A rigorous and imaginative inquiry into rhythm’s vital importance for film and the moving image

Focusing attention on a concept much neglected in the study of film, The Rhythm of Images opens new possibilities for thinking about expanded perception and idiosyncratic modes of being. Author Domietta Torlasco engages with both philosophy and cinema to elaborate a notion of rhythm in its pre-Socratic sense as a “manner of flowing”—a fugitive mode that privileges contingency and calls up the forgotten fluidity of forms. In asking what it would mean to take this rhythm as an ontological force in its own right, she creatively draws on thinkers such as Giorgio Agamben, Roland Barthes, Gilles Deleuze, and Luce Irigaray. Rhythm emerges here as a form that eludes measure, a key to redefining the relation between the aesthetic and the political, and thus a pivotal means of resistance to power.
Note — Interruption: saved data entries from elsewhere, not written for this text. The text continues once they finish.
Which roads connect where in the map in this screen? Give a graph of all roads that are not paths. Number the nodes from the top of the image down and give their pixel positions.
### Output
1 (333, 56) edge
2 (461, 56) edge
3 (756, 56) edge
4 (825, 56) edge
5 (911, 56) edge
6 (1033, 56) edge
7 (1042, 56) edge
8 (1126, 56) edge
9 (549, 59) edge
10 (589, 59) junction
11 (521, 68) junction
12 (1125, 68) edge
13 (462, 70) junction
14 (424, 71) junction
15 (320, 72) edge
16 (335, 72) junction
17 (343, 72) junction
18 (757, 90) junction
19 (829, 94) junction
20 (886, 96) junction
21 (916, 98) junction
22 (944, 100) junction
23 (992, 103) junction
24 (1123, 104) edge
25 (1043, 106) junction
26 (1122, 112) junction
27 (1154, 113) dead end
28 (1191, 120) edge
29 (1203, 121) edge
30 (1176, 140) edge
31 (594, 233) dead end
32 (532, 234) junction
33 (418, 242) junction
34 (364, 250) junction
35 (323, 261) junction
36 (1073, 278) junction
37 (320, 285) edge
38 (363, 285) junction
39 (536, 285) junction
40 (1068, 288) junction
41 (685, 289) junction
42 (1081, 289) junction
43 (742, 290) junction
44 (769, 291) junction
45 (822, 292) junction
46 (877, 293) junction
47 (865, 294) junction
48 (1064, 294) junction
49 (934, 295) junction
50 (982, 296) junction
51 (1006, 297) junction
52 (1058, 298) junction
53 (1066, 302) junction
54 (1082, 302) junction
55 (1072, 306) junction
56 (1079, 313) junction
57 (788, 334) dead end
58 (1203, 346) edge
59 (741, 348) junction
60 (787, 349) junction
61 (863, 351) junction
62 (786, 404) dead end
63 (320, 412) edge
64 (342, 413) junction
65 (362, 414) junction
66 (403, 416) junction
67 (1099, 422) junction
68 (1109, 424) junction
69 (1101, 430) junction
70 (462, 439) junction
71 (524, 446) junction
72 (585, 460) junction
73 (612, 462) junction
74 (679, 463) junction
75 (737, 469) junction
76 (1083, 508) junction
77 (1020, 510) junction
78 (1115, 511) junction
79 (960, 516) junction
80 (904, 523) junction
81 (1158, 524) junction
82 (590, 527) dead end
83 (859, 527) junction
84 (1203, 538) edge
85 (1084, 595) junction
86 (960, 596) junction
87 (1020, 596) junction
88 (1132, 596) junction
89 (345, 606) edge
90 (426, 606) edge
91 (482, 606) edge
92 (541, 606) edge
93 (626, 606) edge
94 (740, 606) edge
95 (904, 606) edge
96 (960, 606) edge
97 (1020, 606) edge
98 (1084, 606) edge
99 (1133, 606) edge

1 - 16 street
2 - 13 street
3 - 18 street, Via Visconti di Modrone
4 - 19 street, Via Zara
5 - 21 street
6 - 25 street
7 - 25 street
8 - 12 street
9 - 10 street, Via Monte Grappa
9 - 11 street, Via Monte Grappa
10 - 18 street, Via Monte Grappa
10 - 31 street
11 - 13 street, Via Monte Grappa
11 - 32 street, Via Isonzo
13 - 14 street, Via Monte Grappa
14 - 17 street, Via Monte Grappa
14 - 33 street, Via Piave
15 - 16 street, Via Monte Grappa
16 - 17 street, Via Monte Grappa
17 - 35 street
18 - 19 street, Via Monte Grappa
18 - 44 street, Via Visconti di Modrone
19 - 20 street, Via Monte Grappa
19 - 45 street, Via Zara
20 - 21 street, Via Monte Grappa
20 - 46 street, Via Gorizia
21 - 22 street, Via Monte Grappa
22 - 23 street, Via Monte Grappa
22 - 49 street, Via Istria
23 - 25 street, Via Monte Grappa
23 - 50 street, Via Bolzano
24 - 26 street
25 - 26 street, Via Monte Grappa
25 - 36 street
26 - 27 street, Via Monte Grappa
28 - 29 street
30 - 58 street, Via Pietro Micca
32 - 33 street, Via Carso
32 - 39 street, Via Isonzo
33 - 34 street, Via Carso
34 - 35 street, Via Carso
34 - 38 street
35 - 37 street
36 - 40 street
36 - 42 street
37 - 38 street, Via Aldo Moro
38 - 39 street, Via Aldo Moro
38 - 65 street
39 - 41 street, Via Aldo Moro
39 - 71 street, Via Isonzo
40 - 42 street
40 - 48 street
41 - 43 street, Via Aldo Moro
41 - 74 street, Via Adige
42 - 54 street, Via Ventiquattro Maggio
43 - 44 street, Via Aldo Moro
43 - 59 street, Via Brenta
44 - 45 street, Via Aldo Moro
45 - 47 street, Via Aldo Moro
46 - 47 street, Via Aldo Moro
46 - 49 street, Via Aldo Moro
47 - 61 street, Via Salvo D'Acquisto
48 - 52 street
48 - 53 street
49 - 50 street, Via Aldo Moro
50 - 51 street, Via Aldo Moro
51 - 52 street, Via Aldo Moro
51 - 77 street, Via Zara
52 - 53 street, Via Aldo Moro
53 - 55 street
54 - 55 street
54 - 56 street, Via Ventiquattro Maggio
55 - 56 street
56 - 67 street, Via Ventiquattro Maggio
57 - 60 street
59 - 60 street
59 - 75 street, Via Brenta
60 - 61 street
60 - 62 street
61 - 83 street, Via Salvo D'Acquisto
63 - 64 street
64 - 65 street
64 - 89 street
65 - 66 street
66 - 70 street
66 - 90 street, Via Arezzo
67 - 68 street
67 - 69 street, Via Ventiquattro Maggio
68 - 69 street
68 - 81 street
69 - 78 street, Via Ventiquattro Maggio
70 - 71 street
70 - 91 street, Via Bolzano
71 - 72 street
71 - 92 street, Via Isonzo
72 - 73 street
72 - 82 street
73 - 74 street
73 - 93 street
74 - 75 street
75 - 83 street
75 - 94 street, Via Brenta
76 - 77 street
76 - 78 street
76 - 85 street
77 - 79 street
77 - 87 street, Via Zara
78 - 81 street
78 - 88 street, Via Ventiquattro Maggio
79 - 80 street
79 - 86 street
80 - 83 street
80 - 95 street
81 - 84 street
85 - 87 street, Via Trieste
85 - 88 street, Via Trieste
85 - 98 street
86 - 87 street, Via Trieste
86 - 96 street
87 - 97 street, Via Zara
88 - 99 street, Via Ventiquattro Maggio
Working with constellations of films and videos by international artists—from Michelangelo Antonioni, Jean-Luc Godard, and David Lynch to Harun Farocki and Victor Burgin, among others—Torlasco brings to bear on them her distinctive concept of rhythm with respect to four interrelated domains: life, labor, memory, and medium. With innovative readings of artworks and critical texts alike, The Rhythm of Images fashions a vibrant, provocative theory of rhythm as the excess or potential of perception. 

Ultimately, the book reconceives the relation between rhythm and the world-making power of images. The result is a vision of cinema as a hybrid medium endowed with the capacity not only to reinvent corporeal boundaries but also to find new ways of living together.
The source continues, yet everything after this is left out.